EXERCISE PROMPT: Check every line of the entries below for the word "stream", and copy the ones that have it.

PROVIDED DATA:
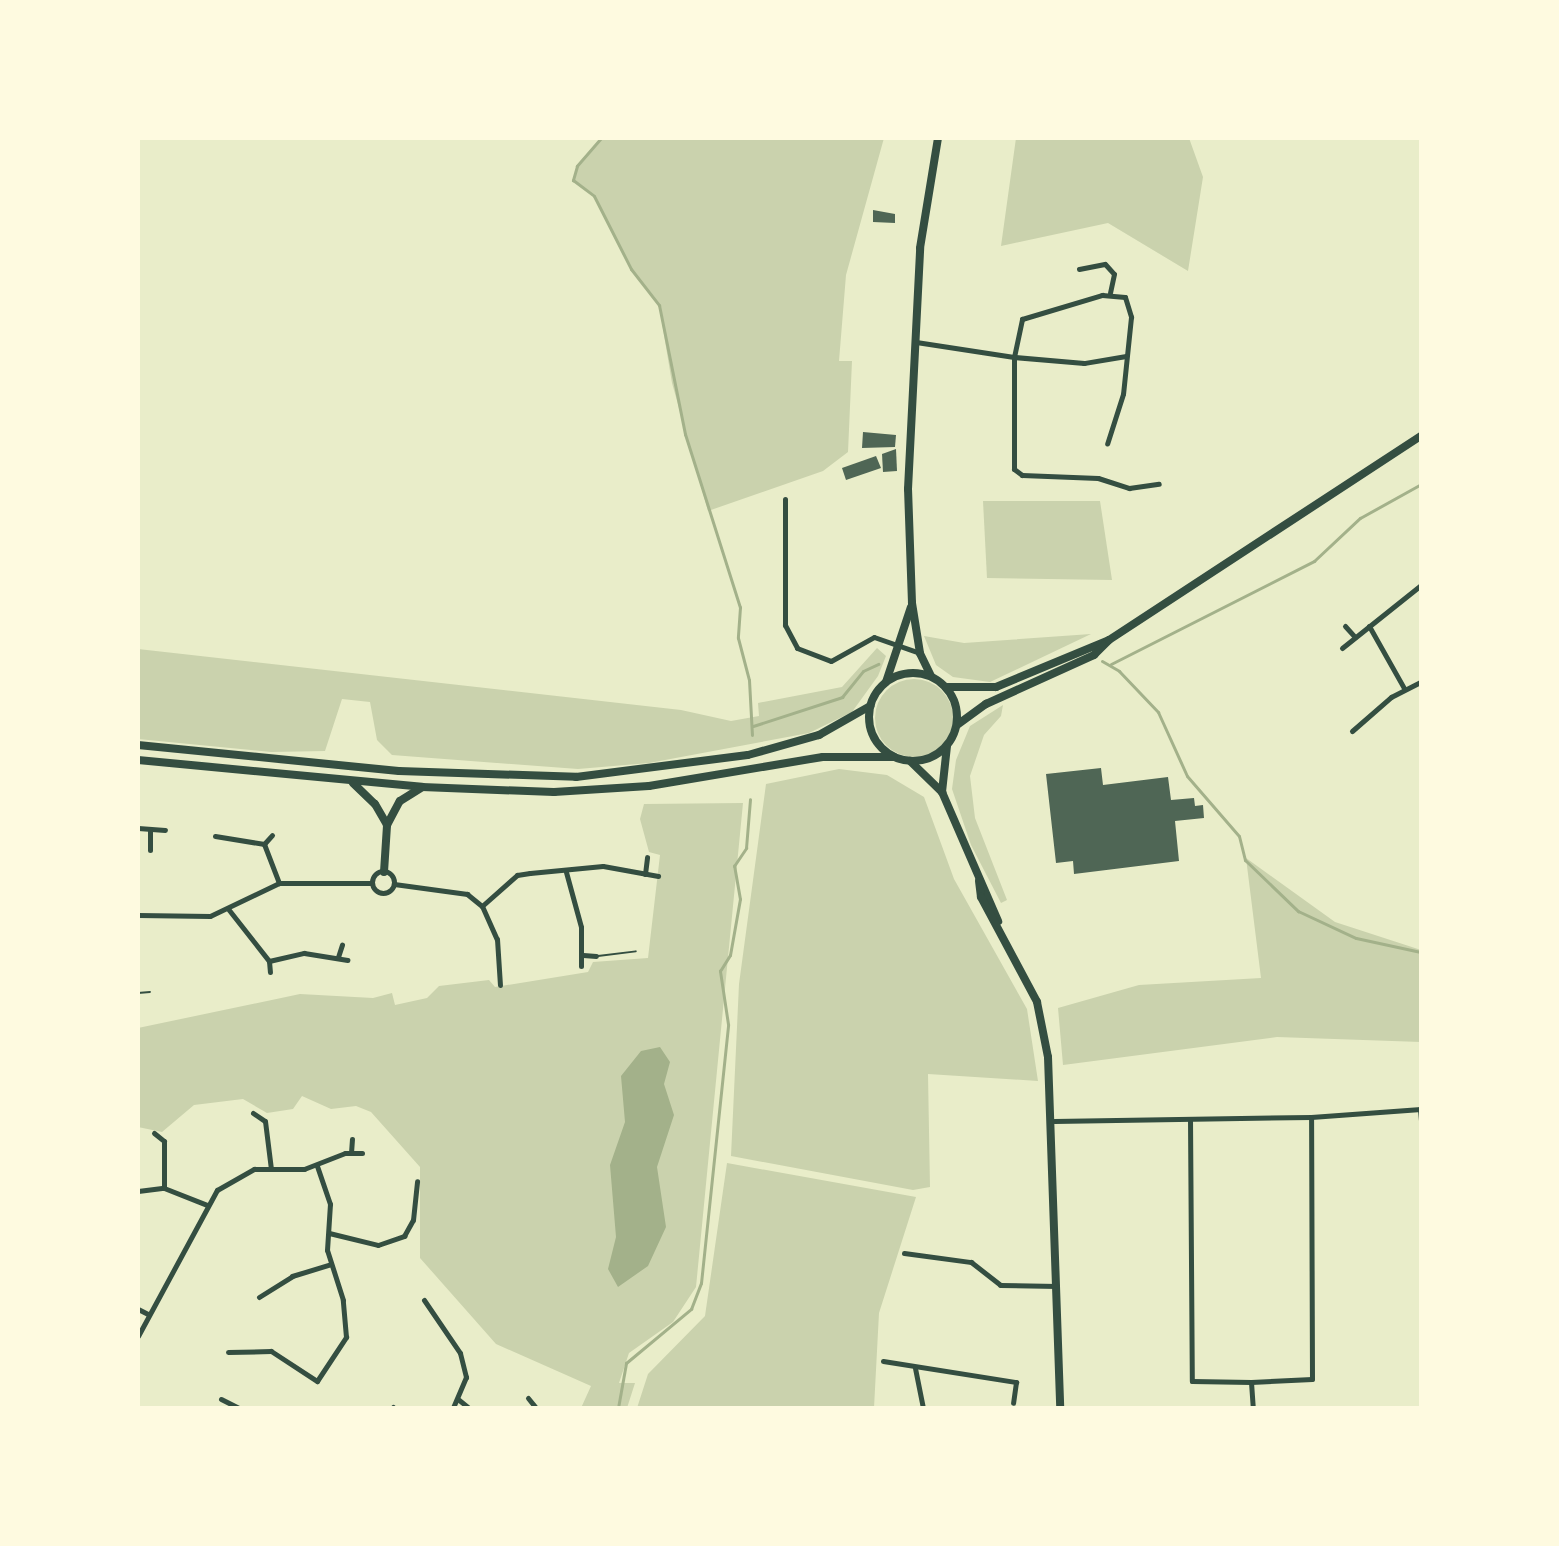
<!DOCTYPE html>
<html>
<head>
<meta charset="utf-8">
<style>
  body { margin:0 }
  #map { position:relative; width:1559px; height:1546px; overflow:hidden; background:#e9edc9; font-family:"DejaVu Sans",sans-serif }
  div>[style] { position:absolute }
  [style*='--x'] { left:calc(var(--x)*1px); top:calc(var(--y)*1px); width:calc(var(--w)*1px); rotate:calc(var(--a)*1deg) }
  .green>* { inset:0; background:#cad2ad }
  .round { border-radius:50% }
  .water>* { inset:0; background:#a3b18a }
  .stream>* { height:3px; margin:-1.5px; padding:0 1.5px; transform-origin:1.5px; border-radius:1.5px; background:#a3b18a }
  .building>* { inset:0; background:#4f6655 }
  .service>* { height:2px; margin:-1px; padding:0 1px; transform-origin:1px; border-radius:1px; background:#344e41 }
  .minor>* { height:5px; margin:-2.5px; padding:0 2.5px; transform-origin:2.5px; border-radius:2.5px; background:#344e41 }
  .minor>.ring { margin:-2.5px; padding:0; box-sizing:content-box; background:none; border:5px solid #344e41; border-radius:50% }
  .primary>* { height:8px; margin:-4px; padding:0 4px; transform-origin:4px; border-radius:4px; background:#344e41 }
  .trunk>* { height:8px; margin:-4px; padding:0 4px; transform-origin:4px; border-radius:4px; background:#344e41 }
  .trunk>.ring { margin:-4px; padding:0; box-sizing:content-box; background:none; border:8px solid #344e41; border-radius:50% }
  span { translate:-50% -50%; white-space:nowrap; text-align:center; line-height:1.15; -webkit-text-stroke:6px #fefae0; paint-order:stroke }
  .frame { position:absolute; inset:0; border:140px solid #fefae0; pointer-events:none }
</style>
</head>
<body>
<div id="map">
  <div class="green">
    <div style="clip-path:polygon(601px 138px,884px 138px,846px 275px,839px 361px,852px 361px,848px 452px,823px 471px,708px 511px,672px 383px,659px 305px,631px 269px,594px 196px,573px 180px,577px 166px)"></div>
    <div style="clip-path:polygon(1016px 138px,1189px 138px,1203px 177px,1188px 271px,1108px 223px,1001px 246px)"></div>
    <div style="clip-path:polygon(983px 501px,1100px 501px,1112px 580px,987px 578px)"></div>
    <div style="clip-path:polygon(1091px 634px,990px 682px,953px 677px,936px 665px,924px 636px,964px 643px)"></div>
    <div style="clip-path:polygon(877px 648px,886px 656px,878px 676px,852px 712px,809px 733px,649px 763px,578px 769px,392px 755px,377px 740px,370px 702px,342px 699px,325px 751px,271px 752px,138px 739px,138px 649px,681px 710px,731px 721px,759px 716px,758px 703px,842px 687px)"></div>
    <div class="round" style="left:875px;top:679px;width:78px;height:78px"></div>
    <div style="clip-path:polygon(1003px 705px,1001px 716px,984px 735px,970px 776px,975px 818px,1007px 900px,1001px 903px,971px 845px,952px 789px,956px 760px,970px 726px)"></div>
    <div style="clip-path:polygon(839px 769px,887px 775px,924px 797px,954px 879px,1027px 1009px,1038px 1081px,928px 1074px,930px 1187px,913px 1190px,731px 1156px,739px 984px,766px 784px)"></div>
    <div style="clip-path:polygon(743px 803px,696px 1287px,673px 1322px,629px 1353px,619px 1383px,635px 1383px,627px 1408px,581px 1408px,591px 1386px,496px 1344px,420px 1258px,420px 1167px,371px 1112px,356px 1106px,331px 1109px,302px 1096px,293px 1109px,267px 1113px,243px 1099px,194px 1105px,162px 1132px,138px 1127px,138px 1028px,300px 994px,373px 998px,392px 993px,395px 1005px,427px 998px,439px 986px,489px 980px,495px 987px,588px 972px,593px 962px,648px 958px,660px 855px,649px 852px,640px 819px,644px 804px)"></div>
    <div style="clip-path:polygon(1246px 858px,1335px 922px,1421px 950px,1421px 1042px,1277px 1037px,1063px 1065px,1058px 1008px,1139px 985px,1261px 978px)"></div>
    <div style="clip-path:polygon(727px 1163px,916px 1197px,879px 1313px,874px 1408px,637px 1408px,648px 1374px,705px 1316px)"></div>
  </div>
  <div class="water">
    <div style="clip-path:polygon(660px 1047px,670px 1062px,664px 1084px,674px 1115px,657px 1167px,666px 1227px,648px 1266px,618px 1287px,608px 1269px,616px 1237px,610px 1165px,625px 1122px,621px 1076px,641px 1051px)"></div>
  </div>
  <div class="stream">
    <div style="--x:601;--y:138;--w:37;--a:131"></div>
    <div style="--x:577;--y:166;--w:15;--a:106"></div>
    <div style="--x:573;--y:180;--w:26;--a:37"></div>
    <div style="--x:594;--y:196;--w:82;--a:63.1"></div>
    <div style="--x:631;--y:269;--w:46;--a:52.1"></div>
    <div style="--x:659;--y:305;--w:132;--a:78.6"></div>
    <div style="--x:685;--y:434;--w:182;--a:72.4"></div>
    <div style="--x:740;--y:607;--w:31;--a:94"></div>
    <div style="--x:738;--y:638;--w:43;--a:75.3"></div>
    <div style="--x:749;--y:680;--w:55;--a:86.9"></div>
    <div style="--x:1102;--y:661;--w:20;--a:30"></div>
    <div style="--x:1119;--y:671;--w:57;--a:46.4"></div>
    <div style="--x:1158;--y:712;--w:70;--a:65.6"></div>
    <div style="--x:1187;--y:776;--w:79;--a:49.1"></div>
    <div style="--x:1239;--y:836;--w:25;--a:76"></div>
    <div style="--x:1245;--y:860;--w:74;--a:43.9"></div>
    <div style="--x:1298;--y:911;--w:64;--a:25"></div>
    <div style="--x:1356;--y:938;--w:66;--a:12.2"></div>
    <div style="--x:1111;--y:664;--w:228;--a:-26.9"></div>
    <div style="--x:1314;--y:561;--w:63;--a:-43.1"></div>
    <div style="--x:1360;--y:518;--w:70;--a:-29.1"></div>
    <div style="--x:753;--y:726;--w:94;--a:-18"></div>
    <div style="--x:842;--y:697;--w:33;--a:-51"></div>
    <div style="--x:863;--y:671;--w:17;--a:-25"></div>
    <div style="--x:618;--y:1408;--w:46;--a:-79.9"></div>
    <div style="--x:626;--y:1363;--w:85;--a:-39.7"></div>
    <div style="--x:691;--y:1309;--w:28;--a:-69"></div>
    <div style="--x:701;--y:1283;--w:260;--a:-84"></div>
    <div style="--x:728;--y:1024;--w:54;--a:-98.6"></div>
    <div style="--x:720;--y:971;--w:19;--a:-58"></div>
    <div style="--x:730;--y:955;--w:57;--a:-79.9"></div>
    <div style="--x:740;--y:899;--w:34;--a:-100"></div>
    <div style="--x:734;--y:866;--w:22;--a:-56"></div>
    <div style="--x:746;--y:848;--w:49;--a:-85.3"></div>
  </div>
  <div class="building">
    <div style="clip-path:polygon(873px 210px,895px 214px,895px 223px,873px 222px)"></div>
    <div style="clip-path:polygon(863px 432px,896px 435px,895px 447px,862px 448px)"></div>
    <div style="clip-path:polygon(896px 449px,897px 471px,883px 472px,882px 454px)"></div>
    <div style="clip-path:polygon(876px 456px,881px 468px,846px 480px,842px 468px)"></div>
    <div style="clip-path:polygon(1101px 768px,1103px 785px,1168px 777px,1171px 800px,1194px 798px,1195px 806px,1203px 805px,1204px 818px,1175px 821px,1179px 861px,1074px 874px,1073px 861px,1056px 863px,1046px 774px)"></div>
  </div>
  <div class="service">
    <div style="--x:598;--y:956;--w:38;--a:-7"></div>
    <div style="--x:138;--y:993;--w:12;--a:-5"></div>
  </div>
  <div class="minor">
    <div style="--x:1079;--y:269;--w:26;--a:-11"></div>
    <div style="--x:1105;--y:264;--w:13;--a:48"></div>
    <div style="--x:1114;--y:274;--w:19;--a:102"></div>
    <div style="--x:916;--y:342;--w:99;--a:8.7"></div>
    <div style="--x:1014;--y:357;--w:39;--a:-78"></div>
    <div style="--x:1022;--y:319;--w:84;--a:-16.7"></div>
    <div style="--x:1102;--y:295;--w:23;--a:5"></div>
    <div style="--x:1125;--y:297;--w:21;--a:73"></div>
    <div style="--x:1131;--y:317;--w:77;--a:95.9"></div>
    <div style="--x:1123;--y:394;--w:52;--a:107.7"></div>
    <div style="--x:1126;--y:356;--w:43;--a:170.5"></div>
    <div style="--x:1084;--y:363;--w:70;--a:-175.1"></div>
    <div style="--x:1014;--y:357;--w:112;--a:90"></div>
    <div style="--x:1014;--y:469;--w:10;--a:37"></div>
    <div style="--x:1022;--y:475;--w:76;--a:2.3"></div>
    <div style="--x:1098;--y:478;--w:33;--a:18"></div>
    <div style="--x:1129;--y:488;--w:30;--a:-8"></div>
    <div style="--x:785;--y:499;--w:126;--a:90"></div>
    <div style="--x:785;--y:625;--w:26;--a:62"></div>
    <div style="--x:797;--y:648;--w:36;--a:21"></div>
    <div style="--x:831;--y:661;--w:49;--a:-29.2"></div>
    <div style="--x:874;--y:637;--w:49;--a:19.2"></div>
    <div style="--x:1345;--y:626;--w:15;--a:48"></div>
    <div style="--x:1369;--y:626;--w:71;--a:60.6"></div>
    <div style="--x:1342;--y:648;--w:101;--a:-38.6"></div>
    <div style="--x:1352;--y:731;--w:52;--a:-41.1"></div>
    <div style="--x:1391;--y:697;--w:34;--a:-27"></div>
    <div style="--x:138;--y:828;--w:27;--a:4"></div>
    <div style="--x:215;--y:836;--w:50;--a:9.3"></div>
    <div style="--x:264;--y:844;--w:42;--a:69"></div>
    <div style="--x:264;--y:844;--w:12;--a:-48"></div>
    <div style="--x:150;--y:850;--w:21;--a:-90"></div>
    <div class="ring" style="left:372px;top:871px;width:17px;height:17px"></div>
    <div style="--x:566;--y:872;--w:57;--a:74.7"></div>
    <div style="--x:581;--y:927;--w:39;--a:90"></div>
    <div style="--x:645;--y:874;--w:17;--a:-83"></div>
    <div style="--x:394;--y:884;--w:74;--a:7.8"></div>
    <div style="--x:467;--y:894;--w:19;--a:39"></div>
    <div style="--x:482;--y:906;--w:36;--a:66"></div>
    <div style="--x:497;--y:939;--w:46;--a:86.3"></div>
    <div style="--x:482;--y:906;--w:47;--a:-41.5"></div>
    <div style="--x:517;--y:875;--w:13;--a:-9"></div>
    <div style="--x:530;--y:873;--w:73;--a:-5.5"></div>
    <div style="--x:603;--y:866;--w:56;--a:10.3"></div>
    <div style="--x:229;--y:910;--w:65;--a:51.9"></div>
    <div style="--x:269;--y:961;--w:36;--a:-13"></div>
    <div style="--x:304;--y:953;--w:44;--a:9.2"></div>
    <div style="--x:138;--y:915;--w:72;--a:0.8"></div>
    <div style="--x:210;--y:916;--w:76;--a:-25.6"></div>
    <div style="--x:279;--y:883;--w:93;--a:0"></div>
    <div style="--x:583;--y:955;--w:13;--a:4"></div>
    <div style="--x:338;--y:957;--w:13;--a:-72"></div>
    <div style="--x:269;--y:961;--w:11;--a:85"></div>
    <div style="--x:1420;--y:1109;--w:11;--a:85"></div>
    <div style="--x:253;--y:1113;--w:14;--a:34"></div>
    <div style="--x:265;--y:1121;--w:48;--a:82.9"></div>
    <div style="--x:1190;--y:1119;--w:262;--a:89.6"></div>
    <div style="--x:1192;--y:1381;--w:59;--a:1"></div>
    <div style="--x:1251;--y:1382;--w:61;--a:-2.8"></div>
    <div style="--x:1312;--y:1379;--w:262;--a:-90.2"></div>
    <div style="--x:1054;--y:1121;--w:257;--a:-0.9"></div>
    <div style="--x:1311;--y:1117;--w:110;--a:-4.2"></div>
    <div style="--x:154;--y:1133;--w:13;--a:39"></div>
    <div style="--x:164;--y:1141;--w:47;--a:90"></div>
    <div style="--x:351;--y:1153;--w:14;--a:-86"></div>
    <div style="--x:138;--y:1191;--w:26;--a:-7"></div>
    <div style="--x:164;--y:1188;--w:46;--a:21.6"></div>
    <div style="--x:329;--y:1233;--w:50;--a:13.8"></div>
    <div style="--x:378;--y:1245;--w:28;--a:-19"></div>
    <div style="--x:404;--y:1236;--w:18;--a:-61"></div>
    <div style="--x:413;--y:1220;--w:39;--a:-84"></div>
    <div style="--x:904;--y:1253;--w:68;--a:7.7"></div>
    <div style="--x:971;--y:1262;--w:37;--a:38"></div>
    <div style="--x:1000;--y:1285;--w:57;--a:1"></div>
    <div style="--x:259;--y:1297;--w:39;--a:-32"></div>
    <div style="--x:292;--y:1276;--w:39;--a:-17"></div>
    <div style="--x:424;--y:1300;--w:64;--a:55.8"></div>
    <div style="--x:460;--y:1353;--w:25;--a:76"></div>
    <div style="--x:466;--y:1377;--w:34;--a:113"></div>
    <div style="--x:138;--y:1309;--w:11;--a:27"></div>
    <div style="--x:138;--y:1336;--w:166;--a:-61.6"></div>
    <div style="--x:217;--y:1190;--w:43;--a:-29.6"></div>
    <div style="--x:254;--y:1169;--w:50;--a:0"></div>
    <div style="--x:304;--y:1169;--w:44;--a:-21.3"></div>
    <div style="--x:345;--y:1153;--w:17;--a:0"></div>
    <div style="--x:228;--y:1352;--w:43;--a:-1.3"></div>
    <div style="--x:271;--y:1351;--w:55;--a:33.1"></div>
    <div style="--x:317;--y:1381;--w:53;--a:-56.6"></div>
    <div style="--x:346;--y:1337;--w:37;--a:-95"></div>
    <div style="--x:343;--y:1300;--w:52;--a:-107.7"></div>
    <div style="--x:327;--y:1250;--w:46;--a:-86.3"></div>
    <div style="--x:330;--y:1204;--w:40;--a:-108.9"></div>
    <div style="--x:883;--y:1361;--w:135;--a:9"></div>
    <div style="--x:1016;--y:1382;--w:21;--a:98"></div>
    <div style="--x:915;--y:1368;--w:41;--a:78.7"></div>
    <div style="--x:1251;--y:1382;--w:26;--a:86"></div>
    <div style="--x:528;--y:1398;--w:13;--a:51"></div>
    <div style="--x:221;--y:1399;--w:20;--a:27"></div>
    <div style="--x:459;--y:1400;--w:13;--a:39"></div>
    <div style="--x:393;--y:1407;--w:1;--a:45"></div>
  </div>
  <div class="primary">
    <div style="--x:931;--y:676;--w:25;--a:-116"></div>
    <div style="--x:920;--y:653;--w:51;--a:-99.1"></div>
    <div style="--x:912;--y:603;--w:114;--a:-92"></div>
    <div style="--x:908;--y:489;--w:241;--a:-87.1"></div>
    <div style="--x:920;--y:248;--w:111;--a:-80.7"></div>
    <div style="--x:886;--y:682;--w:79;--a:-71.6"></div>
    <div style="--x:910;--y:761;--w:45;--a:44.1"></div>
    <div style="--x:942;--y:792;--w:141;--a:66.5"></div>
    <div style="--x:942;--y:792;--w:46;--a:-83.8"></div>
    <div style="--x:979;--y:881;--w:16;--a:83"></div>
    <div style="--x:981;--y:897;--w:119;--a:61.9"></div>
    <div style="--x:1037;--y:1002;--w:56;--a:78.7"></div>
    <div style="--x:1048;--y:1057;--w:351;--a:88"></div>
  </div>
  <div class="trunk">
    <div class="ring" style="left:869px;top:673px;width:80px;height:80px"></div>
    <div style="--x:946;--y:687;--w:50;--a:0"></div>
    <div style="--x:996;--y:687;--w:122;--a:-22.6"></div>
    <div style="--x:957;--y:725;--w:36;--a:-36"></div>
    <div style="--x:986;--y:704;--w:119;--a:-24.4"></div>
    <div style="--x:1094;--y:655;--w:21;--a:-45"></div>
    <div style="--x:1109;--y:640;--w:373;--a:-33.2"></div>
    <div style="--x:138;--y:745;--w:262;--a:5.7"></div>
    <div style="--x:399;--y:771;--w:177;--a:1.9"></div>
    <div style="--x:576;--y:777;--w:173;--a:-7.3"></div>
    <div style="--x:748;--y:755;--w:74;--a:-15.7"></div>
    <div style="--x:819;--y:735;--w:59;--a:-29.6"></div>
    <div style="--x:138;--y:760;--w:285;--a:5.4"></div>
    <div style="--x:422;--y:787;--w:132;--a:2.2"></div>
    <div style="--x:554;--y:792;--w:95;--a:-3.6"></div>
    <div style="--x:649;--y:786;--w:176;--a:-9.5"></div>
    <div style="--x:823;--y:757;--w:71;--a:0"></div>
    <div style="--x:353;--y:783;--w:30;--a:44"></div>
    <div style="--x:375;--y:804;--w:24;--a:60"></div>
    <div style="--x:384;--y:872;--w:47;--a:-86.3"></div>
    <div style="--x:387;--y:825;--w:27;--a:-62"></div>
    <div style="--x:400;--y:801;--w:25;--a:-32"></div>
  </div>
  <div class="frame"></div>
</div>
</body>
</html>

EXERCISE RESPONSE:
  .stream>* { height:3px; margin:-1.5px; padding:0 1.5px; transform-origin:1.5px; border-radius:1.5px; background:#a3b18a }
  <div class="stream">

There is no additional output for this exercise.